Enabling silicon rubber contact pads are manufactured by
Chromerics, and are referred to by the manufacturer as "conductive
silicon rubbers." A serviceable silicon adhesive is Chromerics
1030.
[0083] A particular advantage of using silicon rubber contact pads
is that they tend to absorb relative shear displacement of EL lamp
300 and connector 402. Compare, for example, an epoxy glued
mechanical joint. The adhesion between lamp 300 and connector 402
would be inherently very strong, but so rigid and inflexible that
relative shear displacement between lamp 300 and connector 402
would be transferred directly into either or both of the two
components. Eventually, one or other of the epoxy-glued interfaces
(epoxy/lamp 300 or epoxy/connector 402) would likely shear off.

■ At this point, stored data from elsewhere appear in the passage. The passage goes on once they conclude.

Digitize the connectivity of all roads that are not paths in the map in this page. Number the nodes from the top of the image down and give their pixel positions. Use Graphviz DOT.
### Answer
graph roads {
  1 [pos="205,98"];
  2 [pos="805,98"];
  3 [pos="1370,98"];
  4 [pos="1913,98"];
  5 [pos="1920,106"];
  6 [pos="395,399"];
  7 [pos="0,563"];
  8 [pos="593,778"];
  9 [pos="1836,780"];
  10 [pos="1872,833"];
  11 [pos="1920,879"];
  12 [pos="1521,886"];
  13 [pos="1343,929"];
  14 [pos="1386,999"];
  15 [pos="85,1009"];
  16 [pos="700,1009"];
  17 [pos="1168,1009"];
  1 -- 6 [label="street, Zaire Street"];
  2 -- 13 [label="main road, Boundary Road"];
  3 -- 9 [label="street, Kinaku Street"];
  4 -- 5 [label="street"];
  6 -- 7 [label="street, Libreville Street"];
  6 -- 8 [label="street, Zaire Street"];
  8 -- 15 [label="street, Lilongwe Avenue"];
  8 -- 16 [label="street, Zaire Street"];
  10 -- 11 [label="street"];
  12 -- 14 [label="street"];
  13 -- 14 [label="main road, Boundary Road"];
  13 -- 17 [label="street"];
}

[0084] In contrast, however, the resilience of the silicon rubber
contact pads disposes the silicon rubber interface provided thereby
to absorb such relative shear displacement without degeneration of
either the pads or the electromechanical joint. The chance is thus
minimized for EL lamp 300 to lose power prematurely because an
electrical contact point has suffered catastrophic shear
stresses.
[0085] An alternative preferred technique for providing electric
power to the EL lamp 300 is illustrated on FIG. 5. In this case,
when front bus bar 107 and back electrode layer 112 are deployed
(as described above with reference to FIG. 1) extensions thereto
are also deployed beyond the boundaries of EL lamp 300 and onto
trailing printed bus 501. A suitable substrate for trailing printed
bus 501 may be, for example, a "tail" of polyurethane that extends
from either first or second envelope layers 104 or 114.
Additionally, it will be seen that, if desired, the conductors of
trailing printed bus 501 may be sealed within trailing extensions
of both first and second envelope layers 104 and 114. Electric
power may then be connected remotely from lamp 300 using trailing
printed bus 501.
[0086] It should be noted that the power supplies in a preferred
embodiment use battery/invertor printed circuits with extremely low
profiles. For example, a silicon chip-based invertor provides an
extremely low profile and size. These power supply components can
thus be hidden easily, safely and unobtrusively in products on
which membranous EL lamps of the present invention are being used.
For example, in garments, these power supply components may be
hidden effectively in special pockets. The pockets can be sealed
for safety (e.g. false linings). Power sources such as lithium
6-volt batteries, standard in the art, will also offer malleability
and ductility to enable the battery to fold and bend with the
garment. It will be further seen that flexible bus 401 such as is
illustrated on FIG. 4, or trailing printed bus 501 such as
illustrated on FIG. 5, may easily be sealed to provide complete
electrical isolation and then conveniently hidden within the
structure of a product.
[0087] Turning now to printing techniques, the present invention
also discloses improvements in printing techniques to develop EL
lamps (including membranous EL lamps) whose passive natural light
appearance is designed to complement the active electroluminescent
appearance. Such complementing includes designing the passive
natural light appearance of the EL lamp to appear substantially the
same as the electroluminescent appearance so that, at least in
terms of image and color hue, the EL lamp looks the same whether
unlit or lit. Alternatively, the lamp may be designed to display a
constant image, but portions thereof may change hue when lit as
opposed to unlit. Alternatively again, the outer appearance of the
EL lamp may be designed to change when lit.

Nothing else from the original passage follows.